Шаги произнесла это без всяких эмоций, словно говорила о неоплаченном счете, который лежал перед ней на низком столике.
— Быть может, полиции известно, что с ней случилось? — заметил журналист, берущий интервью.
— Полиция! Не смешите меня. Половину времени они тратят на то, чтобы еще больше запутать подобные сделки… Кое-кто, конечно, высказывал мысль, что, если человек так легко мог расстаться с одной из дочерей, он может проделать это снова. Но я никак не могла подумать, что нечто подобное может произойти со мной.
Однажды, когда я стояла в стороне от нашей маленькой деревянной хижины, ко мне подошел какой-то незнакомец и дал горсть сластей. Я была очень напугана и убежала в дом. На третий день незнакомец пришел еще с одним человеком, который говорил на диалекте нашей деревни. Оба подозрительно оглядывались, будто им грозила опасность. Один из них сказал, что мой отец попал в беду: возле чанной его сбила машина. А их он просил, чтобы пришел кто-нибудь из детей и побыл с ним, пока он не сможет добраться до дома. Это была глупая выдумка. Но мне было только пять лет.
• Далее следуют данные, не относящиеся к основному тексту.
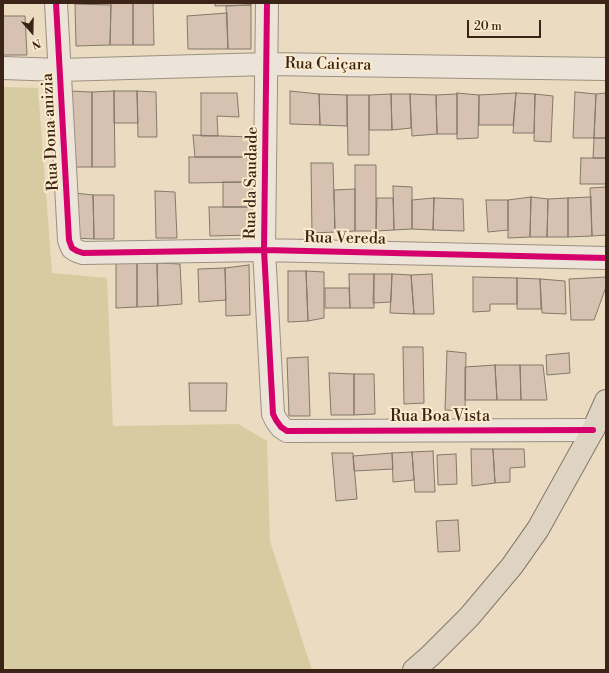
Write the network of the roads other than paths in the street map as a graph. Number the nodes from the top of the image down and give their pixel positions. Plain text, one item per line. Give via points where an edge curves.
1 (56, 3) edge
2 (267, 3) edge
3 (267, 64) junction
4 (3, 68) edge
5 (606, 69) edge
6 (60, 70) junction
7 (264, 250) junction
8 (83, 253) joint
9 (606, 258) edge
10 (606, 401) edge
11 (593, 430) junction
12 (286, 431) joint
13 (414, 670) edge

1 - 6 street, Rua Dona anizia
2 - 3 street, Rua da Saudade
3 - 5 street, Rua Caiçara
3 - 6 street, Rua Caiçara
3 - 7 street, Rua da Saudade
4 - 6 street, Rua Caiçara
6 - 8 street, Rua Dona anizia via 69,240 72,248
7 - 8 street, Rua Vereda
7 - 9 street, Rua Vereda
7 - 12 street, Rua da Saudade via 274,414 280,427
10 - 11 main road
11 - 12 street, Rua Boa Vista
11 - 13 main road via 538,529 512,566 469,617

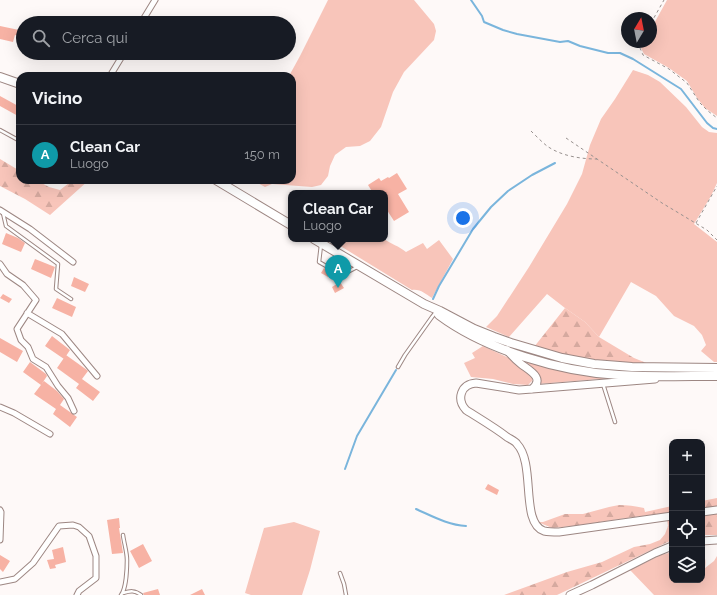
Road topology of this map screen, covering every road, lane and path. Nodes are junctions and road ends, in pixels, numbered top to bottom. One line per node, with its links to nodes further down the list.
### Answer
1 (155, 0): 4 (street)
2 (664, 0): 3 (path)
3 (657, 12)
4 (145, 16)
5 (640, 48): 10 (path)
6 (120, 60): 7 (street)
7 (112, 72)
8 (0, 76): 9 (main road)
9 (16, 82)
10 (717, 118)
11 (0, 130): 14 (lane)
12 (531, 131): 15 (path)
13 (566, 138): 15 (path)
14 (16, 139)
15 (598, 159): 20 (path)
16 (223, 184): 19 (main road)
17 (717, 186): 20 (path)
18 (1, 210): 24 (street); 27 (lane)
19 (288, 223)
20 (696, 224): 21 (path)
21 (717, 240)
22 (318, 242): 25 (lane)
23 (320, 242): 25 (main road)
24 (73, 262)
25 (359, 266): 28 (main road)
26 (1, 267): 29 (street)
27 (72, 299)
28 (437, 311): 30 (main road); 31 (main road); 32 (lane)
29 (27, 314): 36 (street); 42 (street)
30 (494, 337): 31 (main road); 33 (main road)
31 (508, 351): 35 (main road); 40 (main road)
32 (398, 367)
33 (661, 368): 34 (main road); 35 (main road)
34 (717, 368)
35 (630, 375): 37 (main road); 39 (main road)
36 (97, 376)
37 (696, 376): 38 (main road); 39 (main road)
38 (717, 376)
39 (603, 384): 40 (main road); 43 (lane)
40 (532, 389): 48 (main road)
41 (0, 407): 44 (street)
42 (74, 411)
43 (615, 422)
44 (50, 434)
45 (0, 510): 50 (street)
46 (717, 510): 47 (main road)
47 (705, 512)
48 (669, 516)
49 (123, 534): 56 (lane)
50 (0, 540)
51 (717, 540): 52 (main road)
52 (705, 541)
53 (670, 547): 60 (main road)
54 (340, 573): 59 (lane)
55 (0, 582): 57 (street)
56 (122, 594): 58 (lane)
57 (77, 595)
58 (141, 595)
59 (346, 595)
60 (570, 595)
Прежде чем я успела подумать, что может случиться, я была уже на пути к чайной с полной горстью мокрых сладостей в руке, которые время от времени заталкивала в рот.
Итак, я никогда не увидела чайной. Когда мы были на полпути к ней, один из моих спутников вытащил огромный нож и спросил, знаю ли я, что это такое. С ужасом я ответила, что знаю.
— Так вот, — заявил он, — если ты попытаешься закричать или убежать, я разрежу тебя на мелкие кусочки и брошу шакалам.
Вы можете представить, какой страх я испытала. Словно окаменев, я не могла ни шевельнуться, ни произнести слова. Затем внезапно я почувствовала сонливость. Помню только, что кто-то поднял меня и я сразу погрузилась в глубокий сон…
Далее следовал подробный рассказ о печальной судьбе похищенной девочки, о всех унижениях, через которые пришлось ей пройти.
…Мы покидали земли вчерашнего княжества. Все шире становится ложе долины, где обработан каждый клочок земли. Отступают к горизонту вершины с развалинами древних буддийских монастырей на уступах, оживленнее становится шоссе, ведущее к цивилизации.